TASK TO COMPLETE »
Reproduce the whole of the records exactly, and make sure no picture is carried into the result.

[[ INPUT FOR THIS TASK open ]]

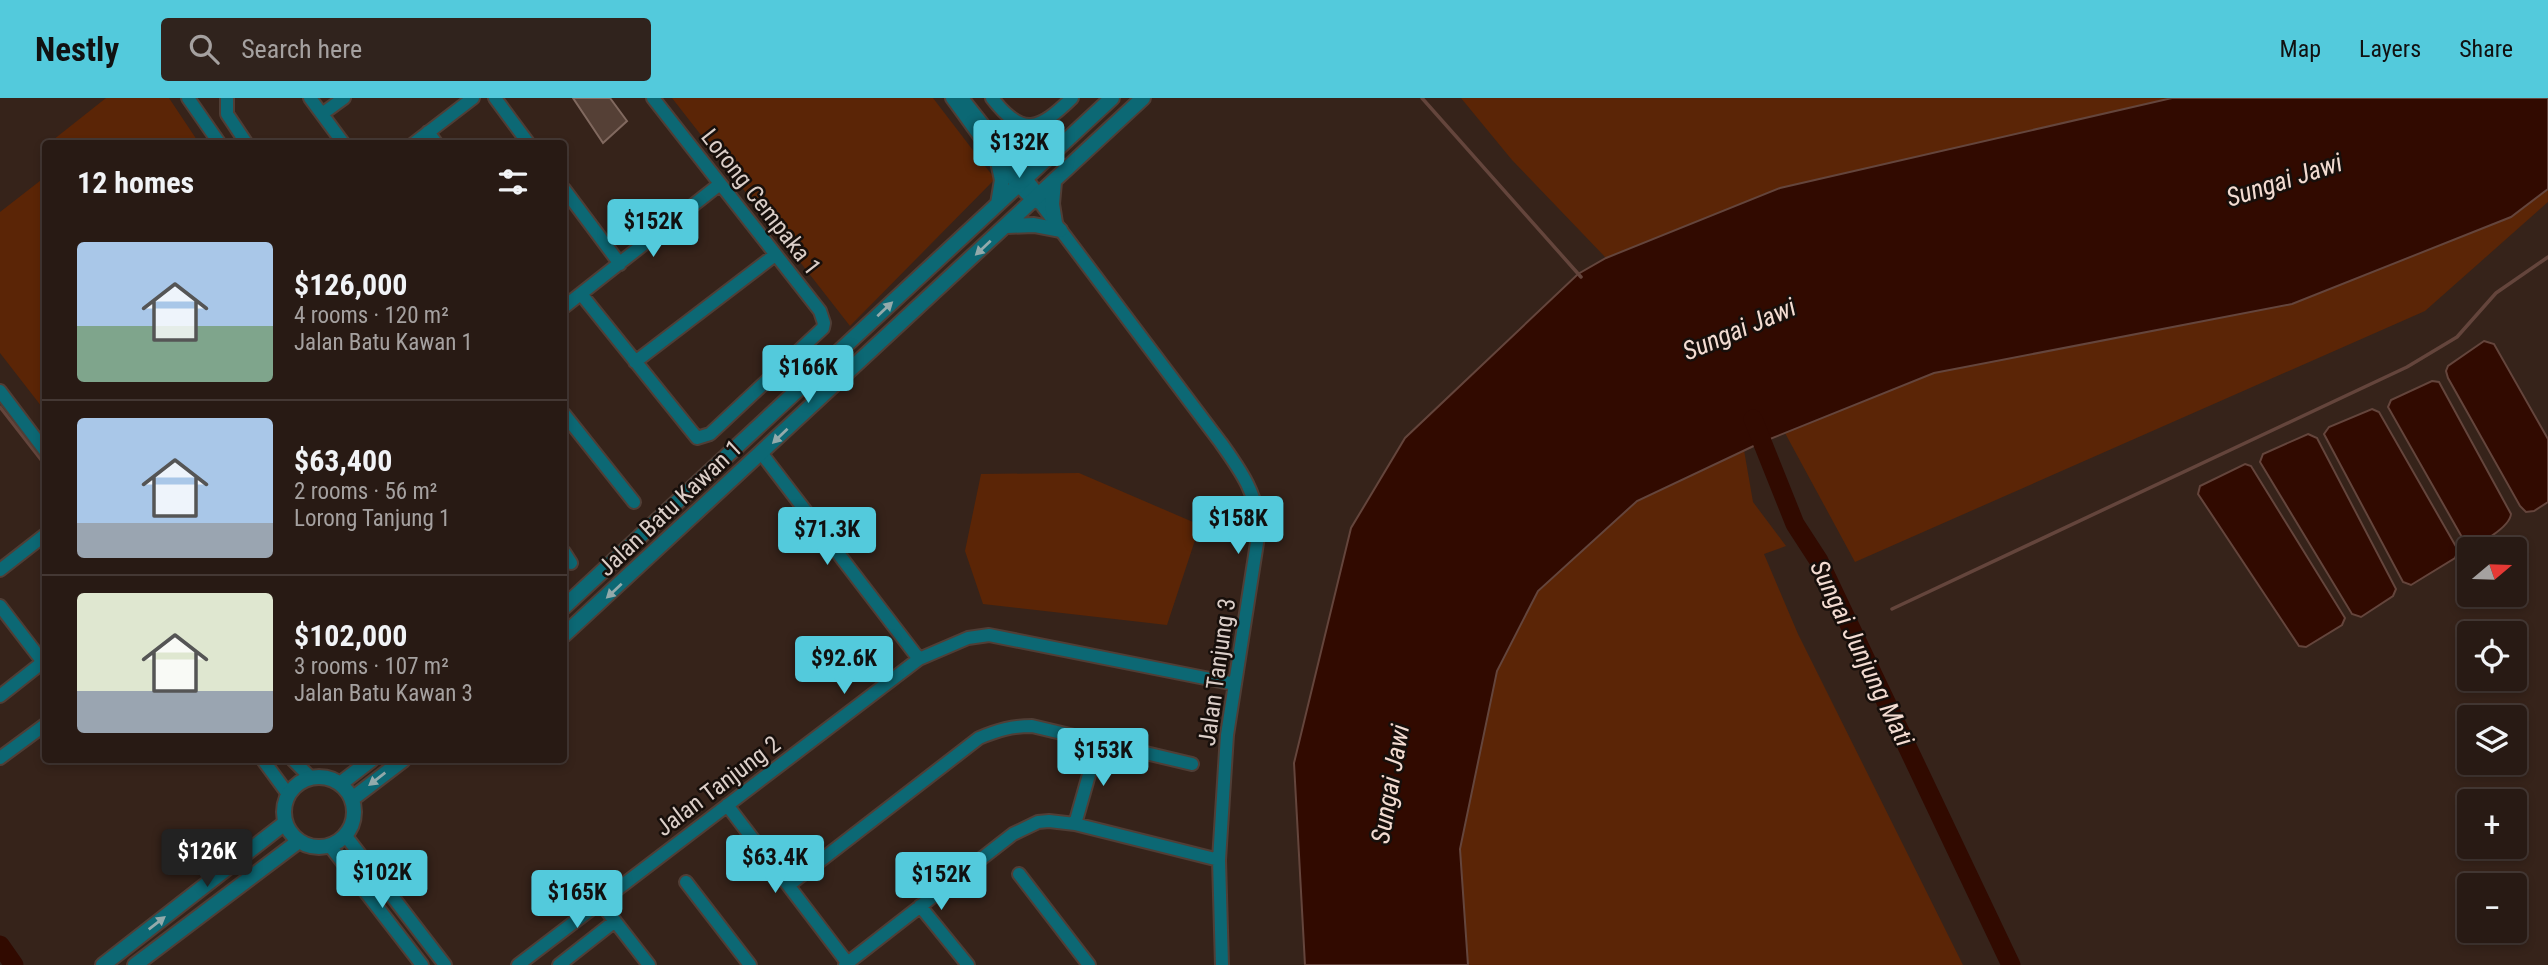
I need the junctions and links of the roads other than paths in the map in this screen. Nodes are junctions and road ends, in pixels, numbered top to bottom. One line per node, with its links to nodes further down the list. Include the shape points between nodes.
1 (188, 98): 16 (street)
2 (228, 98): 17 (street, via 225,106 231,122)
3 (310, 98): 14 (street)
4 (344, 98): 14 (street)
5 (473, 98): 15 (street)
6 (495, 98): 21 (street)
7 (653, 98): 27 (street, Lorong Cempaka 1)
8 (952, 98): 24 (street)
9 (962, 98): 22 (street)
10 (992, 98): 11 (street, via 1007,117 1027,124 1050,120)
11 (1072, 98)
12 (1112, 98): 23 (street, Jalan Batu Kawan 1)
13 (1143, 98): 26 (street, Jalan Batu Kawan 1)
14 (322, 114): 18 (street)
15 (428, 132): 19 (street); 20 (street)
16 (217, 140)
17 (244, 140)
18 (341, 140)
19 (418, 140)
20 (434, 140)
21 (526, 140)
22 (997, 141): 23 (street, via 1009,151 1026,154); 25 (street)
23 (1060, 146): 25 (street, Jalan Batu Kawan 1)
24 (997, 157): 25 (street); 30 (street, via 1002,180)
25 (1022, 181): 28 (street, Jalan Tanjung 3); 30 (street, Jalan Batu Kawan 1)
26 (1054, 182): 28 (street, Jalan Batu Kawan 1); 32 (street, via 1052,204)
27 (720, 184): 33 (street, Lorong Cempaka 1); 34 (street)
28 (1038, 200): 31 (street, Jalan Batu Kawan 1); 32 (street, Jalan Tanjung 3)
29 (568, 204): 34 (street)
30 (998, 204): 46 (street, Jalan Batu Kawan 1, one-way to 30)
31 (1007, 226): 32 (street); 42 (street, Jalan Batu Kawan 1, one-way to 42)
32 (1058, 226): 54 (street, Jalan Tanjung 3, via 1221,443 1253,495 1259,530)
33 (775, 255): 37 (street, Lorong Cempaka 1, via 823,317); 38 (street)
34 (620, 264): 35 (street)
35 (581, 294): 36 (street); 38 (street)
36 (567, 305)
37 (819, 334): 38 (street, Jalan Batu Kawan 1, via 701,439 692,436)
38 (635, 362)
39 (0, 391): 41 (street)
40 (567, 418): 43 (street)
41 (42, 447)
42 (762, 454): 49 (street, Jalan Batu Kawan 1, one-way to 49); 51 (street)
43 (634, 502)
44 (42, 537): 45 (street)
45 (0, 570)
46 (567, 602)
47 (0, 606): 52 (street)
48 (567, 608): 49 (street)
49 (580, 622): 50 (street, Jalan Batu Kawan 1)
50 (567, 633)
51 (919, 659): 54 (street, Jalan Tanjung 2, via 968,638 989,635); 68 (street, Jalan Tanjung 2)
52 (42, 661)
53 (42, 665): 55 (street)
54 (1235, 684): 74 (street, Jalan Tanjung 3)
55 (0, 696)
56 (42, 727): 58 (street)
57 (1098, 743): 63 (street); 70 (street); 77 (street, via 1032,726 1014,726 979,738)
58 (0, 758)
59 (265, 763): 66 (street)
60 (296, 763): 64 (street)
61 (367, 763): 65 (street)
62 (399, 763): 67 (street, one-way to 67)
63 (1192, 764)
64 (310, 778): 65 (street, via 321,776); 66 (street)
65 (340, 784): 67 (street)
66 (288, 794): 69 (street)
67 (352, 799): 71 (street, via 354,818)
68 (727, 805): 77 (street); 78 (street, Jalan Tanjung 2)
69 (285, 823): 72 (street); 82 (street, one-way to 69)
70 (1075, 824): 74 (street); 79 (street, via 1049,821 1025,827)
71 (345, 835): 73 (street); 85 (street)
72 (299, 841): 73 (street); 83 (street)
73 (330, 846): 84 (street)
74 (1219, 860): 92 (street, Jalan Tanjung 3)
75 (1019, 874): 91 (street)
76 (686, 882): 89 (street)
77 (789, 886): 81 (street)
78 (600, 902): 80 (street); 86 (street, Jalan Tanjung 2)
79 (920, 906): 81 (street); 90 (street)
80 (615, 921): 87 (street); 88 (street)
81 (847, 964)
82 (103, 965)
83 (135, 965)
84 (422, 965)
85 (445, 965)
86 (518, 965)
87 (559, 965)
88 (649, 965)
89 (751, 965)
90 (968, 965)
91 (1089, 965)
92 (1222, 965)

[[ INPUT FOR THIS TASK closed ]]

SOLUTION TO THE EXERCISE »
I need the junctions and links of the roads other than paths in the map in this screen. Nodes are junctions and road ends, in pixels, numbered top to bottom. One line per node, with its links to nodes further down the list. Include the shape points between nodes.
1 (188, 98): 16 (street)
2 (228, 98): 17 (street, via 225,106 231,122)
3 (310, 98): 14 (street)
4 (344, 98): 14 (street)
5 (473, 98): 15 (street)
6 (495, 98): 21 (street)
7 (653, 98): 27 (street, Lorong Cempaka 1)
8 (952, 98): 24 (street)
9 (962, 98): 22 (street)
10 (992, 98): 11 (street, via 1007,117 1027,124 1050,120)
11 (1072, 98)
12 (1112, 98): 23 (street, Jalan Batu Kawan 1)
13 (1143, 98): 26 (street, Jalan Batu Kawan 1)
14 (322, 114): 18 (street)
15 (428, 132): 19 (street); 20 (street)
16 (217, 140)
17 (244, 140)
18 (341, 140)
19 (418, 140)
20 (434, 140)
21 (526, 140)
22 (997, 141): 23 (street, via 1009,151 1026,154); 25 (street)
23 (1060, 146): 25 (street, Jalan Batu Kawan 1)
24 (997, 157): 25 (street); 30 (street, via 1002,180)
25 (1022, 181): 28 (street, Jalan Tanjung 3); 30 (street, Jalan Batu Kawan 1)
26 (1054, 182): 28 (street, Jalan Batu Kawan 1); 32 (street, via 1052,204)
27 (720, 184): 33 (street, Lorong Cempaka 1); 34 (street)
28 (1038, 200): 31 (street, Jalan Batu Kawan 1); 32 (street, Jalan Tanjung 3)
29 (568, 204): 34 (street)
30 (998, 204): 46 (street, Jalan Batu Kawan 1, one-way to 30)
31 (1007, 226): 32 (street); 42 (street, Jalan Batu Kawan 1, one-way to 42)
32 (1058, 226): 54 (street, Jalan Tanjung 3, via 1221,443 1253,495 1259,530)
33 (775, 255): 37 (street, Lorong Cempaka 1, via 823,317); 38 (street)
34 (620, 264): 35 (street)
35 (581, 294): 36 (street); 38 (street)
36 (567, 305)
37 (819, 334): 38 (street, Jalan Batu Kawan 1, via 701,439 692,436)
38 (635, 362)
39 (0, 391): 41 (street)
40 (567, 418): 43 (street)
41 (42, 447)
42 (762, 454): 49 (street, Jalan Batu Kawan 1, one-way to 49); 51 (street)
43 (634, 502)
44 (42, 537): 45 (street)
45 (0, 570)
46 (567, 602)
47 (0, 606): 52 (street)
48 (567, 608): 49 (street)
49 (580, 622): 50 (street, Jalan Batu Kawan 1)
50 (567, 633)
51 (919, 659): 54 (street, Jalan Tanjung 2, via 968,638 989,635); 68 (street, Jalan Tanjung 2)
52 (42, 661)
53 (42, 665): 55 (street)
54 (1235, 684): 74 (street, Jalan Tanjung 3)
55 (0, 696)
56 (42, 727): 58 (street)
57 (1098, 743): 63 (street); 70 (street); 77 (street, via 1032,726 1014,726 979,738)
58 (0, 758)
59 (265, 763): 66 (street)
60 (296, 763): 64 (street)
61 (367, 763): 65 (street)
62 (399, 763): 67 (street, one-way to 67)
63 (1192, 764)
64 (310, 778): 65 (street, via 321,776); 66 (street)
65 (340, 784): 67 (street)
66 (288, 794): 69 (street)
67 (352, 799): 71 (street, via 354,818)
68 (727, 805): 77 (street); 78 (street, Jalan Tanjung 2)
69 (285, 823): 72 (street); 82 (street, one-way to 69)
70 (1075, 824): 74 (street); 79 (street, via 1049,821 1025,827)
71 (345, 835): 73 (street); 85 (street)
72 (299, 841): 73 (street); 83 (street)
73 (330, 846): 84 (street)
74 (1219, 860): 92 (street, Jalan Tanjung 3)
75 (1019, 874): 91 (street)
76 (686, 882): 89 (street)
77 (789, 886): 81 (street)
78 (600, 902): 80 (street); 86 (street, Jalan Tanjung 2)
79 (920, 906): 81 (street); 90 (street)
80 (615, 921): 87 (street); 88 (street)
81 (847, 964)
82 (103, 965)
83 (135, 965)
84 (422, 965)
85 (445, 965)
86 (518, 965)
87 (559, 965)
88 (649, 965)
89 (751, 965)
90 (968, 965)
91 (1089, 965)
92 (1222, 965)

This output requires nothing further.